Прекрасный доктор Дориан Грей, к которому я хожу последние восемь лет и у которого точно припрятан заветный портрет, объяснил, что, судя по всему, Тот Человек ужасно боялся разрушить свой хрустальный образ (типа шара у гадалок). И потому Тот Человек никогда не ел со мной, не покидал меня ради туалетных насущных нужд и никогда не позволял себе недостойных физиологических проявлений (я даже представить себе не могу, чтобы он чавкнул или, к примеру, пукнул). Впрочем, образ так и так не устоял. Можно было разок и пукнуть.

Я часто напоминаю своим зрителям, что ужинать вместе для влюбленных так же важно, как вместе спать. Еда вдвоем – почти эротика.

кадр… двенадцатый?

Геня Гималаева отправляет судака в духовку и садится к столу, горемычно подперев ладонью подбородок. На Гене фартук с надписью «Genia – regina della cucina», подаренный знакомым поваром-итальянцем. Но вспоминает она не этого развеселого повара, а былых друзей-писателей, которые начали публиковаться одновременно с ней, однако сейчас унеслись на крыльях таланта кто в могилу, кто в столичный бомонд, кто в бытовое пьянство.

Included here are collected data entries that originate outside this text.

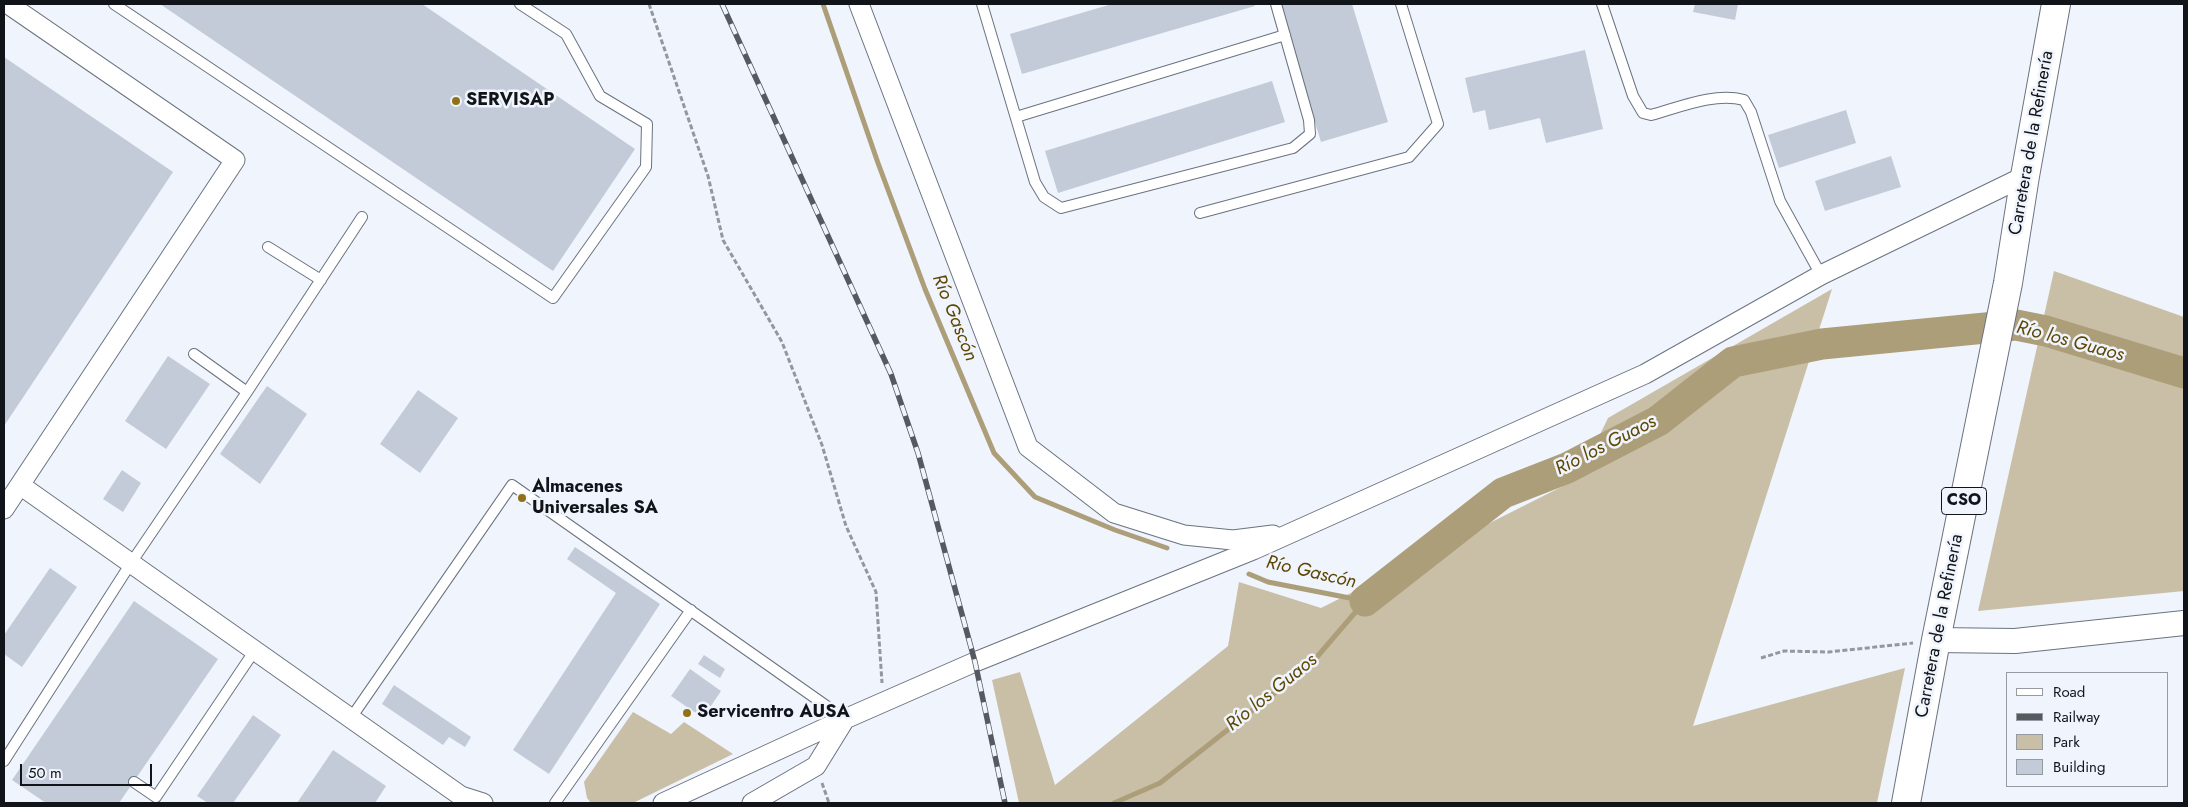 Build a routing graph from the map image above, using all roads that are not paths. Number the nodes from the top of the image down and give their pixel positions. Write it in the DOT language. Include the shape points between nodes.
graph roads {
  1 [pos="8,4"];
  2 [pos="114,4"];
  3 [pos="520,4"];
  4 [pos="859,4"];
  5 [pos="982,4"];
  6 [pos="1276,4"];
  7 [pos="1401,4"];
  8 [pos="1602,4"];
  9 [pos="2056,4"];
  10 [pos="1285,35"];
  11 [pos="1016,116"];
  12 [pos="2025,176"];
  13 [pos="1200,213"];
  14 [pos="362,217"];
  15 [pos="268,247"];
  16 [pos="1822,275"];
  17 [pos="321,280"];
  18 [pos="194,354"];
  19 [pos="247,392"];
  20 [pos="20,484"];
  21 [pos="4,509"];
  22 [pos="1292,533"];
  23 [pos="131,563"];
  24 [pos="691,610"];
  25 [pos="2184,622"];
  26 [pos="1936,640"];
  27 [pos="255,650"];
  28 [pos="351,718"];
  29 [pos="846,719"];
  30 [pos="4,761"];
  31 [pos="134,782"];
  32 [pos="483,803"];
  33 [pos="554,803"];
  34 [pos="663,803"];
  35 [pos="752,803"];
  36 [pos="1906,803"];
  1 -- 20 [label="street" via="236,160"];
  2 -- 3 [label="lane" via="553,298 646,167 647,124 600,96 566,34"];
  4 -- 22 [label="street" via="1028,447 1114,513 1184,535 1233,540"];
  5 -- 11 [label="lane"];
  6 -- 10 [label="lane"];
  7 -- 13 [label="lane" via="1438,124 1408,156"];
  8 -- 16 [label="lane" via="1632,96 1643,112 1652,114 1732,97 1744,100 1751,112 1780,201"];
  9 -- 12 [label="main road, Carretera de la Refinería / CSO"];
  10 -- 11 [label="lane"];
  10 -- 11 [label="lane" via="1310,134 1293,148 1061,208 1044,197 1035,182"];
  12 -- 16 [label="street"];
  12 -- 26 [label="main road, Carretera de la Refinería / CSO" via="2008,283"];
  14 -- 17 [label="lane"];
  15 -- 17 [label="lane"];
  16 -- 22 [label="street" via="1645,374"];
  17 -- 19 [label="lane"];
  18 -- 19 [label="lane"];
  19 -- 23 [label="lane"];
  20 -- 21 [label="street"];
  20 -- 23 [label="street"];
  22 -- 29 [label="street" via="974,662"];
  23 -- 27 [label="street"];
  23 -- 30 [label="lane"];
  24 -- 28 [label="lane" via="512,485"];
  24 -- 29 [label="lane"];
  24 -- 33 [label="lane"];
  25 -- 26 [label="street" via="2016,642"];
  26 -- 36 [label="main road, Carretera de la Refinería / CSO"];
  27 -- 28 [label="street"];
  27 -- 31 [label="lane" via="156,797"];
  28 -- 32 [label="street" via="461,796"];
  29 -- 34 [label="street"];
  29 -- 35 [label="street" via="816,766"];
}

О этот дивный мир творцов: писателей, поэтов, критикесс! Как приятно бывает зайти в книжный магазин и увидеть известную писательницу: вот она, ловко заталкивает толстый том соперницы в задние ряды, подальше от бестселлеров! Как легко проступают сквозь пудру равнодушия вулканические прыщи зависти! Как трудно бывает признать чужой талант и – наивысший пилотаж! – признаться, что у тебя его нет и, увы, кажется, никогда не было. Мама, школьная учительница и душевный редактор из города Санкт-Петербурга: все они пали жертвами собственных заблуждений и слепоты. Но я вас никогда не забуду. Подвиг ваш бессмертен.

Писатель может смотреть на свои книги как на приготовленные блюда, а может – будто на рожденных детей. Лучшие из писателей видят вместо книг младенцев. А я – тарелки с пищей. Метафоры терроризируют меня даже сейчас, но одержимость метафорами – недостаточное оправдание творчества. Для настоящей литературы нужно что-то еще. Что-то главное.

финальные кадры

Геня Гималаева сгружает тарелку с вилкой в посудомоечную машину, снимает апеннинский фартук и уходит со своей прекрасной кухни в спальню – не менее, честно сказать, прекрасную. Там наша героиня пытается читать книгу, что преподнес ей П.Н. по случаю очередного рейтингового взлета программы «Гениальная кухня». Это книга остроумного британского кулинара, не зацикленного на правильном обращении с продуктами. Она бодрит и вдохновляет. В Гениных грезах воцаряются сочная, красная оленина и мучительно горький шоколад, и они же – оленина под шоколадным соусом – снятся ей почти до утра.